Darlene Ugwa (DUgwa@wrapcompliance.org)
For the past 6 months, I have been immersed into the world of social compliance within apparel manufacturing. While the term ‘social compliance’ and ‘corporate social responsibility’ are not new to me, it has always been theoretical rather than practical.
As the newest kid on the block, I have a fresh set of eyes on the industry. One of my biggest lessons has been that many members of the millennial generation are checking to see if their food is organic, if their favorite celebrities are problematic, and if their clothing are ethically made, but there is still a disconnect between our demand as consumers and the acknowledgment of the hands that make our products. In fact, we do not see our consumption as an ‘industry demand’, we see it as wanting a cheaper version of what our favorite celebrity wore or the cheaper version of what our favorite YouTuber is selling. We say that we do not mind spending more money on timeless fashion items, but we prefer to spend less on the trends; these are our unassuming demands on the market.

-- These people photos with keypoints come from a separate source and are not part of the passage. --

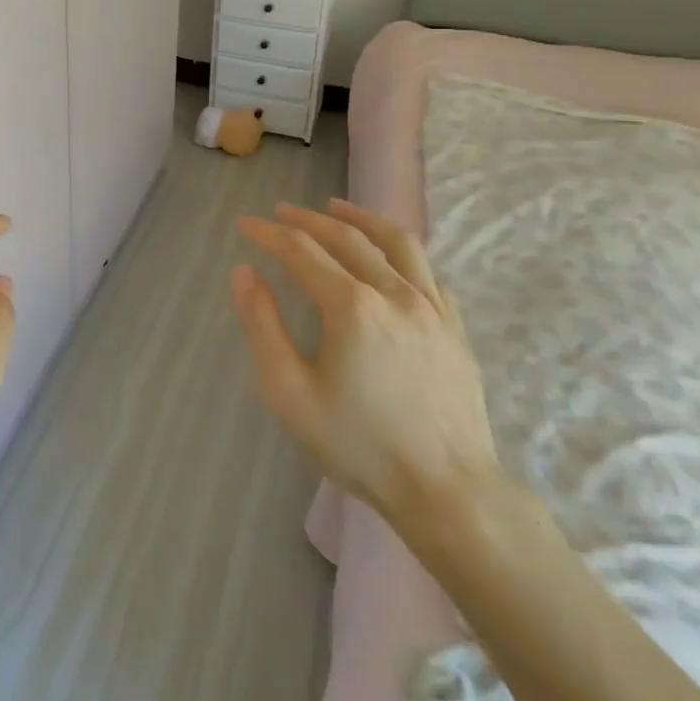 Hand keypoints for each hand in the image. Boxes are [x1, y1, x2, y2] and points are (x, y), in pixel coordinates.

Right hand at [230, 199, 501, 547]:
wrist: (449, 493)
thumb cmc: (360, 445)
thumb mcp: (289, 391)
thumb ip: (262, 325)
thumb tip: (244, 273)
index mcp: (352, 305)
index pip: (301, 250)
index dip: (269, 232)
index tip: (245, 223)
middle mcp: (394, 292)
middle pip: (347, 237)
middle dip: (308, 218)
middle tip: (282, 210)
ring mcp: (432, 307)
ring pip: (396, 242)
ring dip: (361, 218)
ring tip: (337, 207)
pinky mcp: (455, 327)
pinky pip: (427, 270)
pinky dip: (399, 251)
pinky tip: (389, 256) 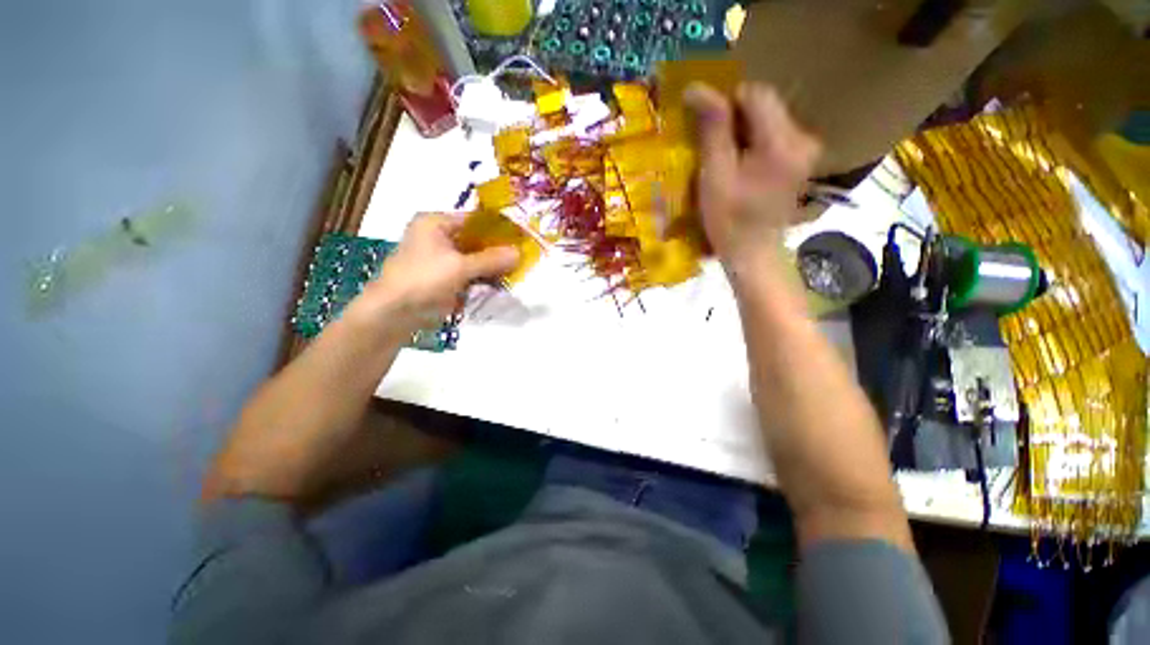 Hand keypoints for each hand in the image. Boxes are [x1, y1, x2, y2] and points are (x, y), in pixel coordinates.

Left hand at [361, 213, 518, 331]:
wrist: (394, 313)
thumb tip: (520, 253)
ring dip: (493, 267)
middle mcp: (439, 237)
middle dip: (498, 251)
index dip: (498, 228)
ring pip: (475, 259)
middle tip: (522, 257)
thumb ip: (491, 259)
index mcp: (436, 223)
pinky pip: (470, 274)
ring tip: (516, 272)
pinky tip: (501, 284)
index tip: (520, 237)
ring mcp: (441, 259)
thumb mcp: (460, 267)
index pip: (475, 220)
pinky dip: (483, 279)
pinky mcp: (445, 278)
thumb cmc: (423, 280)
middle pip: (476, 240)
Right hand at [683, 82, 820, 269]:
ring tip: (724, 159)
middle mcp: (803, 138)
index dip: (726, 104)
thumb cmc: (728, 220)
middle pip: (764, 105)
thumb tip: (696, 88)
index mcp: (783, 142)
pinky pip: (772, 135)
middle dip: (734, 120)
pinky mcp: (800, 160)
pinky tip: (739, 166)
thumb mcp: (715, 176)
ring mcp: (805, 150)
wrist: (751, 253)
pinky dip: (752, 143)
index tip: (706, 129)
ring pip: (767, 120)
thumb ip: (712, 130)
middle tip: (712, 147)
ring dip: (741, 132)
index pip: (755, 94) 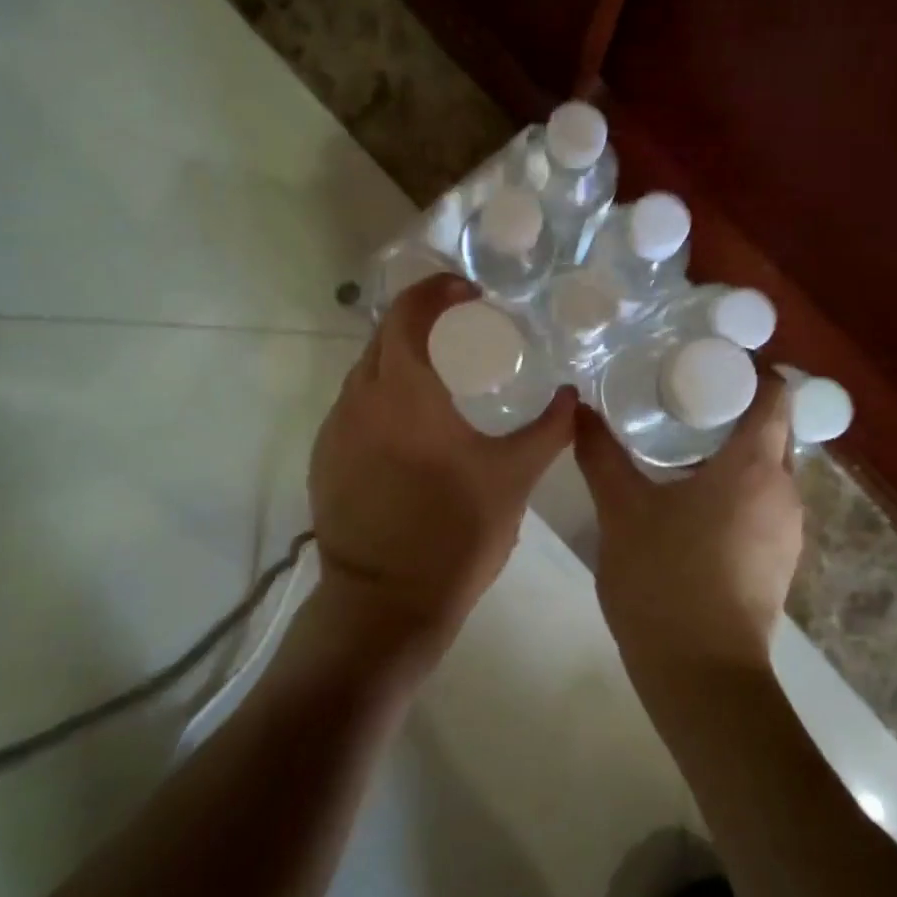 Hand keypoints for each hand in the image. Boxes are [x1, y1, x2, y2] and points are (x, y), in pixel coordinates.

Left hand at [308, 273, 575, 660]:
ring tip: (439, 374)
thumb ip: (548, 430)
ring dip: (399, 357)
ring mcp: (334, 429)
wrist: (384, 606)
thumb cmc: (454, 534)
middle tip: (461, 329)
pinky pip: (353, 405)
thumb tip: (573, 396)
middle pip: (384, 334)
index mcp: (403, 391)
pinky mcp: (324, 458)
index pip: (408, 313)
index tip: (468, 292)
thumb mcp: (513, 479)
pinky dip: (382, 393)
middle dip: (419, 320)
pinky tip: (410, 424)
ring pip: (365, 370)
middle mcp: (359, 398)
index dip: (436, 291)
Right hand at [575, 370, 800, 674]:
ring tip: (682, 443)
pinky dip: (737, 486)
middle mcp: (784, 491)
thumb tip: (578, 408)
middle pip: (773, 428)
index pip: (775, 393)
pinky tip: (693, 498)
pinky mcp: (779, 561)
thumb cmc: (665, 580)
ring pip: (768, 469)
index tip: (707, 360)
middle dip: (734, 407)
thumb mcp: (622, 510)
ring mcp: (787, 530)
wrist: (702, 678)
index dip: (749, 369)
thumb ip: (600, 454)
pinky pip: (764, 502)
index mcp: (755, 466)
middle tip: (683, 396)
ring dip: (734, 449) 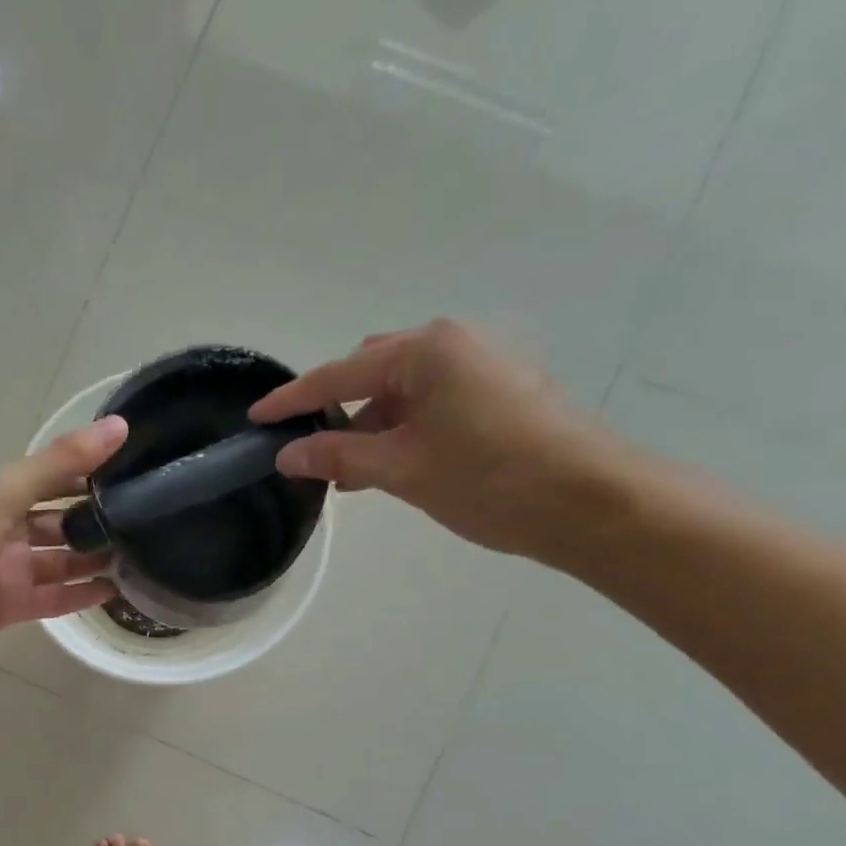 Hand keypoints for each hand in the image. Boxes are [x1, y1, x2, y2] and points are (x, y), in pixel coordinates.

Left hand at [0, 418, 127, 661]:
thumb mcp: (6, 491)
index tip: (138, 474)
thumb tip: (119, 426)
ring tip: (143, 560)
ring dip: (94, 561)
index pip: (56, 481)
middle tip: (149, 526)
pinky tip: (115, 594)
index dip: (92, 476)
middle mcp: (9, 530)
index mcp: (4, 495)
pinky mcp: (10, 607)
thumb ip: (60, 464)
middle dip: (98, 524)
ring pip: (61, 564)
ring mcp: (10, 571)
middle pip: (61, 524)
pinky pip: (53, 600)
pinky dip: (80, 597)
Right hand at [252, 320, 638, 560]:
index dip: (294, 399)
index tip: (257, 418)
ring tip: (346, 471)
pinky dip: (400, 429)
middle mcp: (453, 345)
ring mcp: (480, 367)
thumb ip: (339, 457)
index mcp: (426, 352)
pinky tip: (388, 465)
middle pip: (373, 371)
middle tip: (309, 448)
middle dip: (337, 408)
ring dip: (369, 425)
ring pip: (402, 390)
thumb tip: (288, 455)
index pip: (340, 374)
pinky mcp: (497, 393)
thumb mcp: (401, 470)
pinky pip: (429, 403)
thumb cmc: (488, 478)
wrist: (588, 501) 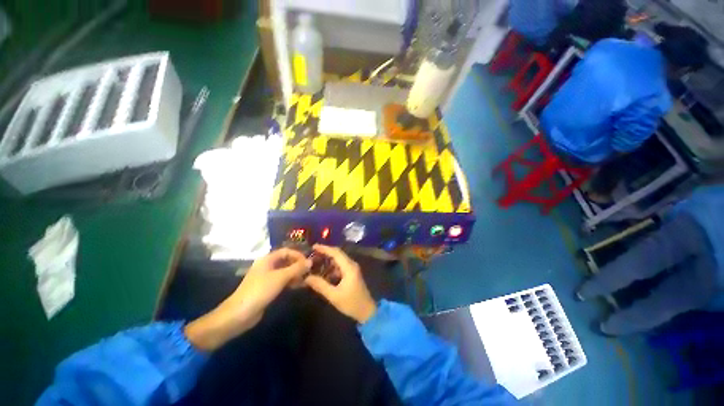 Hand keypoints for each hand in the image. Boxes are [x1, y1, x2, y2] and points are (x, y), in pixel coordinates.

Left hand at [185, 248, 310, 350]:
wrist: (240, 314)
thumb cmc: (260, 290)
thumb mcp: (280, 277)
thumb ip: (297, 268)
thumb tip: (310, 261)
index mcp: (267, 259)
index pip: (286, 251)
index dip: (298, 255)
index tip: (308, 262)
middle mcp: (267, 266)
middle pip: (286, 261)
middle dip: (298, 265)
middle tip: (309, 272)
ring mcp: (267, 277)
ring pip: (285, 271)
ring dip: (296, 274)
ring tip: (307, 279)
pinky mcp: (268, 288)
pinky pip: (282, 281)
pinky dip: (291, 282)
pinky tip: (299, 286)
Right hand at [304, 244, 376, 322]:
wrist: (367, 311)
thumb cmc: (351, 303)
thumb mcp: (334, 296)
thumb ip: (320, 285)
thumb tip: (306, 277)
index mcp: (349, 267)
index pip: (336, 253)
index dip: (325, 248)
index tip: (313, 246)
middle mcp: (352, 264)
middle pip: (338, 254)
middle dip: (325, 252)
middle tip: (312, 253)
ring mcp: (353, 269)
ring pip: (339, 259)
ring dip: (328, 259)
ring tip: (316, 261)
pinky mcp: (352, 273)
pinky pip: (341, 265)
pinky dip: (332, 266)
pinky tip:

I have been learning new lessons about the industry- specifically manufacturing. These are a few of the takeaways I hope will remain with me even has my knowledge and experience evolves.
- Monitoring and accountability are necessary: Without sounding biased, the work that WRAP does is under appreciated. The practicality of the tool they created and the fact that they are a knowledgeable operator of this tool is what fosters sustainability. When there is no one to hold a brand, retailer, or factory accountable, history has shown that human rights violations are more likely to take place.
- There is a human connection in almost every aspect of the supply chain: For some reason, I believed that the manufacturing of apparel was an equal hybrid of technology and human skills. After visiting a few factories around the world in the past six months, I came to realize that our clothing is 95% hand made. From the creation of fabrics, to cutting, sewing and ironing, there is usually a local woman or man, young or old, manning the operation.
- Consumers and brands are equally as responsible as factory managers for the treatment of employees: As a «millennial and conscientious» consumer, I might think that paying a few extra dollars is paying back to the workers, or that reusing and recycling my clothing is decreasing the demand on factories, but in reality, the entire ecosystem of influencers, consumer, designers, and manufacturers have an important role to play in ethical sourcing and manufacturing. My demands dictate what a brand orders from a factory, and in turn if it requires a fast turnaround, the responsibility falls on the workers to work harder and longer.
- Brands are being proactive in their efforts: I have been able to interact with many brands and retailers who are looking into the root causes of problems in their supply chain and working to rectify those issues. Using audit reports like WRAP’s gives insights to brands who might be headquartered in North America to what is happening in their factories across the ocean in Asia. I am very impressed with these various brands who are moving beyond checking a box in the area of compliance and are instead funneling money and resources into developing programs, trainings, and opportunities for their workers.
While these takeaways might seem minute or very common sense, there is a basic need to absorb these basic lessons because they shape how we approach the problem of non-compliances and inhumane practices around the world.